*** MATERIAL SUPPLIED Section Begins ***
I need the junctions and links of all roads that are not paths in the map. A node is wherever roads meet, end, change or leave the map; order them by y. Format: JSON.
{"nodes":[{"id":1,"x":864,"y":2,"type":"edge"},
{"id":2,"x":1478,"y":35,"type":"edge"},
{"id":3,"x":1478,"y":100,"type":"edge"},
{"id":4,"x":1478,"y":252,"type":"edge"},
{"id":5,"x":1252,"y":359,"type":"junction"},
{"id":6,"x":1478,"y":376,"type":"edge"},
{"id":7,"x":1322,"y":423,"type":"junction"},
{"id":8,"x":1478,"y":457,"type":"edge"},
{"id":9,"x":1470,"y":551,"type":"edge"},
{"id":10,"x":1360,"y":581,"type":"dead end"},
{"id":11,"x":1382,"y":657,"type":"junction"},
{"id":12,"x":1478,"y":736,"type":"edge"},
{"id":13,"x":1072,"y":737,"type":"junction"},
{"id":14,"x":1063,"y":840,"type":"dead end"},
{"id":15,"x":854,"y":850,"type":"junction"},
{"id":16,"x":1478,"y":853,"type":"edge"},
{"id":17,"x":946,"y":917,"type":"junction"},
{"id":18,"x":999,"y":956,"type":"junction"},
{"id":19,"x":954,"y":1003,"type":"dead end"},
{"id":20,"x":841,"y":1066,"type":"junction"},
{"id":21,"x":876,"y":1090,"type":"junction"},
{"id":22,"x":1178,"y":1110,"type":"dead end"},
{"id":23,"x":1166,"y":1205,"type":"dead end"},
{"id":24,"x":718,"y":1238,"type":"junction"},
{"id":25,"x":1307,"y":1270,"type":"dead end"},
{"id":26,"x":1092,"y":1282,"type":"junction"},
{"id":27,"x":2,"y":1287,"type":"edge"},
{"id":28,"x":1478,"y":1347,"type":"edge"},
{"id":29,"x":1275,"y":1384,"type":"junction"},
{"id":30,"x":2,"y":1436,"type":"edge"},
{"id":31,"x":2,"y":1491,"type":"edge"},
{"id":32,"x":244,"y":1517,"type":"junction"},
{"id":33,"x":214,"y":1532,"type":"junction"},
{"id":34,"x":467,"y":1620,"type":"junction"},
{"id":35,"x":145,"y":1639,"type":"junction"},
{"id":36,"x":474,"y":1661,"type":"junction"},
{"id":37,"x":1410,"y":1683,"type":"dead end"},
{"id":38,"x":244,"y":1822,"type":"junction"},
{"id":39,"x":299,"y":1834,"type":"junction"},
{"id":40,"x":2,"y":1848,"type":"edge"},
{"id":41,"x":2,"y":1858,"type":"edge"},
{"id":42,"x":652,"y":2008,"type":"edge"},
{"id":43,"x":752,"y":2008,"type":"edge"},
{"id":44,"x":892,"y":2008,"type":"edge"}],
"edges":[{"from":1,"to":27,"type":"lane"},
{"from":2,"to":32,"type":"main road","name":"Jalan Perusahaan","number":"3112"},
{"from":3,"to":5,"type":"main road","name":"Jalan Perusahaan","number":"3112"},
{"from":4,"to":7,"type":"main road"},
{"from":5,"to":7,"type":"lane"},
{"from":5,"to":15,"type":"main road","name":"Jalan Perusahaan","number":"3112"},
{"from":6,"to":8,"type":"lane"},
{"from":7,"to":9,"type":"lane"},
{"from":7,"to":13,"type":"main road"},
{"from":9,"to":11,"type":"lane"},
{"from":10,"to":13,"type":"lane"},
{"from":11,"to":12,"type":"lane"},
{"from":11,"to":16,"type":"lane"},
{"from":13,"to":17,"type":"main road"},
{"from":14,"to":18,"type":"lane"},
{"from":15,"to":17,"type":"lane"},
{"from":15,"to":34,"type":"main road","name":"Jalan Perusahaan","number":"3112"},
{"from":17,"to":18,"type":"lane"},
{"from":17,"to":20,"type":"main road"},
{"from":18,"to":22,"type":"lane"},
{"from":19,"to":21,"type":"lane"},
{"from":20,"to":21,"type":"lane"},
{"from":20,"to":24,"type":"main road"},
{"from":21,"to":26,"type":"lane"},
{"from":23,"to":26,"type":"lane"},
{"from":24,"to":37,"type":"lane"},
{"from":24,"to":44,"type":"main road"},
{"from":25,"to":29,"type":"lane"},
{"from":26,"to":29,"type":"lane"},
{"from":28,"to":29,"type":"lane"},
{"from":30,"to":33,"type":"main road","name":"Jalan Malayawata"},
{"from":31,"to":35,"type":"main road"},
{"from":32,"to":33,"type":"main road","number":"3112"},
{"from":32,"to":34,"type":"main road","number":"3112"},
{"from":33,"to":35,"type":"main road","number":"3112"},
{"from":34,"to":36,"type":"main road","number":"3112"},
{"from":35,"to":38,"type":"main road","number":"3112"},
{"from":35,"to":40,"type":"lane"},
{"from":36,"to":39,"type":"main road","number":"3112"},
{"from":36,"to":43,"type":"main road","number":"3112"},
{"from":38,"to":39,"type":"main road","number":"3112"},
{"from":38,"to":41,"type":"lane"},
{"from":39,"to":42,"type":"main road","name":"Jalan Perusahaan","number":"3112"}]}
*** MATERIAL SUPPLIED Section Ends ***
> WORK TO COMPLETE
Output only the count of lines in the data containing "dead".

> WRITTEN RESPONSE
7